A nose, and two heads separated the second to fifth place finishers in what was a thrilling finish.
And yet, Perfect Shirl, trained by the Woodbine-based Attfield, almost didn't make the race.
"It had rained a day or so before the race and we didn't think our horse liked a soft turf. So, Roger went around the course that morning and said, 'It's not really hard, but it's not really soft either. It's moderate. We've come this far, we might as well go in'," recalls Fipke. "So we did, not thinking we'd succeed, but we won."
Fipke, an animated sort, rushed to find Perfect Shirl in the winner's enclosure following the race and planted a kiss on the filly's two-million dollar nose.
"I was in a daze, it was so wonderful. It was like being in heaven," he recalls. "They're wonderful animals and you admire that they put out such effort.
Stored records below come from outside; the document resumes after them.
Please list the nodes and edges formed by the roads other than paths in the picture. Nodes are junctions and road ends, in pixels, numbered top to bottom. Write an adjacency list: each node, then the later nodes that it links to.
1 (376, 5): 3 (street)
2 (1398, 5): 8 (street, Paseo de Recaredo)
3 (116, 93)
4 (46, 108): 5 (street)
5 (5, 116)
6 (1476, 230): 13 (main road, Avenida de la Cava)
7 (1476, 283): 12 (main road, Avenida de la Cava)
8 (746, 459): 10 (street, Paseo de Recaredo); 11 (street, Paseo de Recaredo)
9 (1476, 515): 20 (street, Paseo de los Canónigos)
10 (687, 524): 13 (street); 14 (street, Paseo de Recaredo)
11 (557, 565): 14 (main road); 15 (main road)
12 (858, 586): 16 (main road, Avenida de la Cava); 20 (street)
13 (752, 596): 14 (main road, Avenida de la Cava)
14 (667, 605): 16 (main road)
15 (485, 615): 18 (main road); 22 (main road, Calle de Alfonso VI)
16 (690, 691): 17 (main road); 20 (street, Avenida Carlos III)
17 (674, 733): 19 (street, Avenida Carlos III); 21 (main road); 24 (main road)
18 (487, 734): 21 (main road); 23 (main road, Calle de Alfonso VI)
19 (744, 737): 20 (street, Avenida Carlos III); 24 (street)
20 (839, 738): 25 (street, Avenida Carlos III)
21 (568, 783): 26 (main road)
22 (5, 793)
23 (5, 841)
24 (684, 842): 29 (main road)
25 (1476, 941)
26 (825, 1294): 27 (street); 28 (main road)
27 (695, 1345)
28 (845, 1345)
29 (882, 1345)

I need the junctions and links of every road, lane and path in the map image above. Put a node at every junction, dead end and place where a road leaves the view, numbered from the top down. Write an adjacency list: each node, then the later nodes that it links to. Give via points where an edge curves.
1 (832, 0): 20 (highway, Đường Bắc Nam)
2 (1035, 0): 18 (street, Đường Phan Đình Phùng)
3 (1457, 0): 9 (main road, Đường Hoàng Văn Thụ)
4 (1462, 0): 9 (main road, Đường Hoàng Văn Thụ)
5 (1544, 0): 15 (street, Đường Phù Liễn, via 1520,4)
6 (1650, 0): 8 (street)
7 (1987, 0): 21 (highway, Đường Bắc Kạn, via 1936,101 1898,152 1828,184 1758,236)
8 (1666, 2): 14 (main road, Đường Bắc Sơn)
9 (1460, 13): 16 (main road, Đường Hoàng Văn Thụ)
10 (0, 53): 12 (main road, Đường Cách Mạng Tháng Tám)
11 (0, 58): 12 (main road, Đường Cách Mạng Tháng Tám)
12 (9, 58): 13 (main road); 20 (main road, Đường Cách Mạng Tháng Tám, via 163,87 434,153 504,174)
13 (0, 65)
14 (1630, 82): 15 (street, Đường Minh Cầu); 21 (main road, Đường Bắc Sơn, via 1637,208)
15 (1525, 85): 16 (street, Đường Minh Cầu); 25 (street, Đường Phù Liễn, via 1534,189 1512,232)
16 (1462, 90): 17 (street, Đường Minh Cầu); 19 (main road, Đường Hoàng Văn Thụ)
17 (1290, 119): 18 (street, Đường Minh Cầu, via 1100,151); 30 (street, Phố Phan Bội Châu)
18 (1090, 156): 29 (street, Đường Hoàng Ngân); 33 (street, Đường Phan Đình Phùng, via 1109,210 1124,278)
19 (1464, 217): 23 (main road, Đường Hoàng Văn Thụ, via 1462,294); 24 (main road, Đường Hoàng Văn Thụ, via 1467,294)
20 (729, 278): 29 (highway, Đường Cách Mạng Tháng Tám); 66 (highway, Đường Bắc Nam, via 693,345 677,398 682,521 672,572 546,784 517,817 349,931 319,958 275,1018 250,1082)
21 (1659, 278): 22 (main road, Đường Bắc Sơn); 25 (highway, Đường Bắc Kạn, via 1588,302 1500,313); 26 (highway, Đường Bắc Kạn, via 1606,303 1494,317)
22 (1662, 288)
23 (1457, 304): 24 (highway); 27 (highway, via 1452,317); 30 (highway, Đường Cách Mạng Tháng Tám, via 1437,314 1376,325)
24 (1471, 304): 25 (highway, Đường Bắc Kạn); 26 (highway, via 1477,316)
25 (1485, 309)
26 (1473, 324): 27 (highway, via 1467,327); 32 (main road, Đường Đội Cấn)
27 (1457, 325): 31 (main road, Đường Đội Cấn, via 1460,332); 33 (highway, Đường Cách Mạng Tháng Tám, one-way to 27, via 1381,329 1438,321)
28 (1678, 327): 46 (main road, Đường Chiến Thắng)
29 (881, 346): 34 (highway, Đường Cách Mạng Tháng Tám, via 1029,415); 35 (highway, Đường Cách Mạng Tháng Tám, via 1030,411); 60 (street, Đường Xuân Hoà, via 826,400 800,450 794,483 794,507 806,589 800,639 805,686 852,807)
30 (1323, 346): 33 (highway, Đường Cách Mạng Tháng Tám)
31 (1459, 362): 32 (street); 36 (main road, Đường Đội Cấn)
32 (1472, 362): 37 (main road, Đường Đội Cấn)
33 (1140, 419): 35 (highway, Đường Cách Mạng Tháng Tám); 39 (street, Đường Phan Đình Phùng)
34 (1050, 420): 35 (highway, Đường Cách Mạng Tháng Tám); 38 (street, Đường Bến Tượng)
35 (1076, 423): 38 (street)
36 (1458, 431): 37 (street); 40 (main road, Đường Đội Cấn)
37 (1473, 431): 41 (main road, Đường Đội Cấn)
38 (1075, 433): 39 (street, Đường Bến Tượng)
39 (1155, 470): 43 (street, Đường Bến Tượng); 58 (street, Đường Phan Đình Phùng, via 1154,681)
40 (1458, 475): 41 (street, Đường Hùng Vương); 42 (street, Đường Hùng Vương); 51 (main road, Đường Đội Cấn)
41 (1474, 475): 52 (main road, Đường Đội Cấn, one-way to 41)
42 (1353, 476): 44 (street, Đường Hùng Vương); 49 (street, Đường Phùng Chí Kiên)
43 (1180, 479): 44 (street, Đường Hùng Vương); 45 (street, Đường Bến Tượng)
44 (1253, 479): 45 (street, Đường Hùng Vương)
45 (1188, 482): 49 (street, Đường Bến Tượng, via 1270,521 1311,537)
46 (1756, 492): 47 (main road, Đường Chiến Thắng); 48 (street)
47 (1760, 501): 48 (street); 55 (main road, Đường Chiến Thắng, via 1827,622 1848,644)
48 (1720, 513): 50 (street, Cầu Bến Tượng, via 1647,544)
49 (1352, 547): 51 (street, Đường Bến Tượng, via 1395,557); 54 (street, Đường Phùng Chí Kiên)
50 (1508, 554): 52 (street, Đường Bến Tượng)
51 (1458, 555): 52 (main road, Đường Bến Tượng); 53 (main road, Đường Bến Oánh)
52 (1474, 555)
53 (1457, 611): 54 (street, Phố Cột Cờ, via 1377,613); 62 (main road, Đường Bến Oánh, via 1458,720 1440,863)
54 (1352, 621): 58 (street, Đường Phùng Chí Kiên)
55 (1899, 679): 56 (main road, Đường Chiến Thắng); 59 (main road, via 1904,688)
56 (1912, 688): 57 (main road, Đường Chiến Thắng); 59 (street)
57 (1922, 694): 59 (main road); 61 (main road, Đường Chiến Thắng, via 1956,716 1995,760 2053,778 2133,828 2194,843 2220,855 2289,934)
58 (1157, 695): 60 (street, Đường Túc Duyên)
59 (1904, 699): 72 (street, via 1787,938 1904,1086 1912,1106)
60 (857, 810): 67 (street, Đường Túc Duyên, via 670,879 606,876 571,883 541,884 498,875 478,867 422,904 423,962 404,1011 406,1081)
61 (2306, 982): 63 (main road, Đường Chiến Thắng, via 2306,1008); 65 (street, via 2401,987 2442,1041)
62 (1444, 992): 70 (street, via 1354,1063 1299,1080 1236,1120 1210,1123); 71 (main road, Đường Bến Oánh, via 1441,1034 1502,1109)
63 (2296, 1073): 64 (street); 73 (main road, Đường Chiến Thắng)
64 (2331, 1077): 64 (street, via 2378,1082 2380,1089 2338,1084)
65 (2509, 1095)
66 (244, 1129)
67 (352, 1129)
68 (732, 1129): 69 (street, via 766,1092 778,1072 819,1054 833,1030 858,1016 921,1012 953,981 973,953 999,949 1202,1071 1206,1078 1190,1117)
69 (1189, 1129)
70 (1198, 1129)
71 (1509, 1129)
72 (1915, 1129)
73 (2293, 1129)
And to win a world championship was something else."
The weatherman is calling for a 40 per cent chance of rain in Louisville on Saturday, but regardless of the condition of the track, Golden Soul will leave the starting gate at odds greater than that of Perfect Shirl in her Breeders' Cup win.
Fipke, who has been down this road many times before, remains undaunted by the challenge, "It's when you least expect it that it happens."